MANILA, Philippines—The Bangko Sentral ng Pilipinas will keep a policy that is tolerant of the rising inflows of “hot money,” saying the volume of the mostly speculative foreign capital was far from worrisome.

BSP Governor Amando Tetangco Jr. said that while the amount of foreign portfolio investments continued to rise even after posting a record high last year, the increase remained within manageable levels.

“There will continue to be inflows, but the increase is expected to moderate [this year],” Tetangco told reporters Friday.

He made the statement amid the continuous rise in inflows of foreign portfolio investments to emerging markets, as historic low interest rates in the United States and the gradually rising interest rates in the developing world were encouraging yield-seeking investors to put their funds in countries like the Philippines.
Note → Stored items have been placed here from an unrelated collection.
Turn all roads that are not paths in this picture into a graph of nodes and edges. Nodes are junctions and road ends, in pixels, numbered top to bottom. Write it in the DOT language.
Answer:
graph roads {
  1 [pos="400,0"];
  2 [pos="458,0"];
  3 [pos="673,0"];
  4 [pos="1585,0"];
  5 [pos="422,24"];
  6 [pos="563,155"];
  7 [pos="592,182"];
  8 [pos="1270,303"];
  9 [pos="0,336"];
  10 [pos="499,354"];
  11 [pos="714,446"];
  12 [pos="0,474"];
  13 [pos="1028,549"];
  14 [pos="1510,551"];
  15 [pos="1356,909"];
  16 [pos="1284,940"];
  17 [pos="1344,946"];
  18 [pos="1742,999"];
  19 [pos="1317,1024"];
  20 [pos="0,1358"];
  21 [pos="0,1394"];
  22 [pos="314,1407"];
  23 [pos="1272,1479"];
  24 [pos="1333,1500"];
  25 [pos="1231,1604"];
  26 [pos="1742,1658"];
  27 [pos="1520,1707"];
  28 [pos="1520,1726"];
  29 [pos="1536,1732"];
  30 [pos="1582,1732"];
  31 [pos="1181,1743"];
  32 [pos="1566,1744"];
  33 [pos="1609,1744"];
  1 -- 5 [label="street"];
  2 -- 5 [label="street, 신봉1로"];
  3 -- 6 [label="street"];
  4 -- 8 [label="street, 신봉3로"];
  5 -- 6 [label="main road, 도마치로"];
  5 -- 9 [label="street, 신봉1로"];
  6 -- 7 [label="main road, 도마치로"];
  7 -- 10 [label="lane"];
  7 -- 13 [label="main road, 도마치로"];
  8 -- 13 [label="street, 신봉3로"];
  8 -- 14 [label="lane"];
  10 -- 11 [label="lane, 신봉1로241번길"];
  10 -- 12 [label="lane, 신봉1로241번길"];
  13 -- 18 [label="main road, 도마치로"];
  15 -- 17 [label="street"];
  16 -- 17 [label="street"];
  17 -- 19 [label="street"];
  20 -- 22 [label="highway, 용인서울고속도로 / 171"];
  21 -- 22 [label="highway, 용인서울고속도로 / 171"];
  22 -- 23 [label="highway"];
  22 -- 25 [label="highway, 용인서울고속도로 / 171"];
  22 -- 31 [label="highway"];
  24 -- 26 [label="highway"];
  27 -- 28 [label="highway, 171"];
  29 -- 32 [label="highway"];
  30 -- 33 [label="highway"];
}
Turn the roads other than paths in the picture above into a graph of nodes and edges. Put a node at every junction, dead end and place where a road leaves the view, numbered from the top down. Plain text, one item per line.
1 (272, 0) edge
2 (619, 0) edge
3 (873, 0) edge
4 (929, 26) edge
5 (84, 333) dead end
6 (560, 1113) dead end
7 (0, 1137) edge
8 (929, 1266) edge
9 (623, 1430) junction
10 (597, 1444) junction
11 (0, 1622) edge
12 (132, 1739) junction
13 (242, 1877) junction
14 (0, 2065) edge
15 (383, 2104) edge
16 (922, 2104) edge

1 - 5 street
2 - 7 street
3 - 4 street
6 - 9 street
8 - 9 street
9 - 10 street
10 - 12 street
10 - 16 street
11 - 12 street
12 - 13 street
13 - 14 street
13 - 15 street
According to data from the BSP, foreign portfolio investments in the Philippines registered a net inflow of $973 million in the first quarter, up by more than 150 percent from $385 million in the same period last year.

The data indicate a rising trend, as net inflow of foreign portfolio investments grew substantially last year. These amounted to $4.6 billion in 2010, up from a mere $388 million the previous year.

Although the rise in foreign portfolio investments is a testament of confidence in the short-term growth prospects of the country, too much of it could cause a substantial appreciation of the peso and asset price bubbles.

Moreover, foreign portfolio investments are not much of help to the economy as foreign direct investments (FDIs) are. Portfolio inflows—funds invested in stocks, bonds, and other easy-to-liquefy securities—do not help much in job creation.

BSP Deputy Governor Diwa Guinigundo said that at present, the imposition of controls to the entry of foreign portfolio investments was not in the list of policy options for the central bank. Instead, the BSP would continue to use conventional ways to avoid the ill-effects of a surge in hot money inflows.

These measures include the easing of rules governing the outflow of foreign exchange. In the past, the BSP implemented a series of measures that relaxed the rules and requirements on bringing dollars and foreign currencies out of the Philippines.

“Using conventional monetary tools would be sufficient to address the kind of magnitude that we see in terms of capital flows. We don’t see the need for capital controls,” Guinigundo said.

Guinigundo said the problem with the imposition of capital controls was that it could drive away substantial amounts of foreign investments, which he said was not the objective.

The challenge faced by policymakers in the Philippines is to create an environment that will encourage fund holders to convert their short-term investments into long-term and job-generating funds, economists said.

This is because while foreign portfolio investments are rising significantly, the inflow of the much-needed foreign direct investments, or FDIs, continue to be moderate.